Best Practices
Practical guidance for getting the most from your Neuro+ subscription.
Core principles
Start a new chat for each new topic
Each conversation has a memory, but only within that conversation. If you start a new subject in an old chat, the AI carries all the earlier context with it, which can muddy the responses. As a general rule, one chat per topic keeps things clean and focused.
When a conversation has been going for a long time and you notice the quality of responses starting to drift, that is usually a sign that the context is getting overloaded. Start fresh.
Give the AI the relevant background upfront
The AI only knows what you tell it. A vague prompt gets a vague answer. Before you ask your question, give it the context it needs: who you are, your role, the situation you are dealing with, and what you are hoping to get out of the conversation.
For example, instead of asking "how should I handle a difficult team member?", try something like: "I am a team leader managing a senior team member who has been disengaged since a restructure three months ago. I want to have a direct conversation with them next week. Can you help me think through how to approach it?"
The more relevant context you provide, the more useful the response will be.
Be specific about what you want back
It helps to tell the AI what kind of output you are looking for. Do you want a draft you can edit? A set of options to consider? Questions that help you think it through yourself? A summary of the key points? Saying this explicitly saves a lot of back and forth.
If the first answer misses the mark, keep going
You do not need to start over if a response is not quite right. Stay in the same conversation and redirect: "that is not quite what I meant", "can you focus more on the communication side", or "give me a shorter version". The AI responds well to course corrections within a conversation.
Break complex tasks into steps
If you have a large or multi-part task, do not try to put it all in one prompt. Work through it in stages. Ask for the analysis first, then the recommendations, then the draft. This gives you more control over the output and makes it easier to steer.
Choosing the right model
Neuro+ gives you two categories of model. The choice is usually straightforward.
Use Neuro+ Power or Neuro+ Coach when your challenge involves people, leadership, team dynamics, or personal development. These models apply the NeuroPower™ Framework and are specifically built for this kind of work.
Use a General Purpose Model when you need capable AI for tasks where the behavioural science lens is not the point: writing, research, summarising documents, or general questions.
You can switch between models at any point in a conversation without losing context, which makes it easy to shift from analysis to drafting or from reflection to planning within a single session.
Managing context
Every conversation has a limit to how much it can hold. Think of it like working memory: the longer a conversation runs, the more the AI has to keep track of, and eventually earlier parts of the conversation start to fall out of focus.
In practice this means:
- Long conversations can produce less accurate or less relevant responses toward the end
- If you paste in very large amounts of text, important parts may be overlooked
- Starting a new chat resets the context completely, which is often the right move for a new topic
If you are working with a long document, consider breaking it into sections rather than pasting the whole thing at once. Ask about one section at a time.

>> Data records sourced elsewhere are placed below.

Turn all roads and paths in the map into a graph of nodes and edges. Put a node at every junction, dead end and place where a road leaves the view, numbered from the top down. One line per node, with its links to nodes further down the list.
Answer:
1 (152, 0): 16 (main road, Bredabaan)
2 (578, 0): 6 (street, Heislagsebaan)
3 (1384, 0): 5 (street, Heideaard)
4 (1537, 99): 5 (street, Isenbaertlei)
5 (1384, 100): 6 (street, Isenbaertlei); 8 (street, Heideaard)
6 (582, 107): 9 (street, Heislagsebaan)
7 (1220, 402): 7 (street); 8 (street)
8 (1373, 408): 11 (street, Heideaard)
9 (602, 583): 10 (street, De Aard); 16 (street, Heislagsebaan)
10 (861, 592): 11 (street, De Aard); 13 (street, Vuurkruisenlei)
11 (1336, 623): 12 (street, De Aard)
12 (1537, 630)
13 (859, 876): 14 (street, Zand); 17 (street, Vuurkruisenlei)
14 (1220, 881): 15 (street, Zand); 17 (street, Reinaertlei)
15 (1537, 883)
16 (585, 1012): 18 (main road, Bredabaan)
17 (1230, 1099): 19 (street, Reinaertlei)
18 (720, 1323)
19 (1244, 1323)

More detail on context length →
Advanced tips
Save prompts you use regularly
If you find yourself typing the same kind of request repeatedly, save it as a prompt. The Prompts section in the sidebar lets you store custom prompts so you can access them instantly rather than rewriting them each time.
To use a saved prompt, type / in the chat area. This opens a shortcut menu where you can select from your saved prompts. It is a small thing that saves real time if you have regular workflows.
Use Neurons to save your context
A Neuron is a saved context: a name, a set of instructions, and optionally some files that you want the AI to know about every time you start a particular type of conversation. If you do the same kind of work regularly, such as preparing for team meetings, working on a specific project, or advising a particular client, setting up a Neuron means you do not have to re-explain the background every time.
AI is powerful, but it is not infallible
AI models can be confidently wrong. They can misunderstand your situation, draw on outdated information, or produce advice that sounds reasonable but does not fit your specific context. Always apply your own judgment before acting on anything the AI tells you.
This is especially important in leadership and coaching contexts, where advice that seems sensible in the abstract might not account for the real people, culture, and history involved. Use Neuro+ as a thinking partner, not as the final word.
A note on privacy
Be thoughtful about the personal information you share in your conversations. This includes information about other people: colleagues, clients, direct reports, or anyone else involved in a situation you are working through.
You will often get better results by describing a situation in general terms rather than sharing specific names and identifying details. The AI does not need to know who someone is to help you think through how to work with them. Where possible, describe the dynamic or the challenge rather than the person.
Check your organisation's policies on data handling and AI use if you are unsure what is appropriate to share.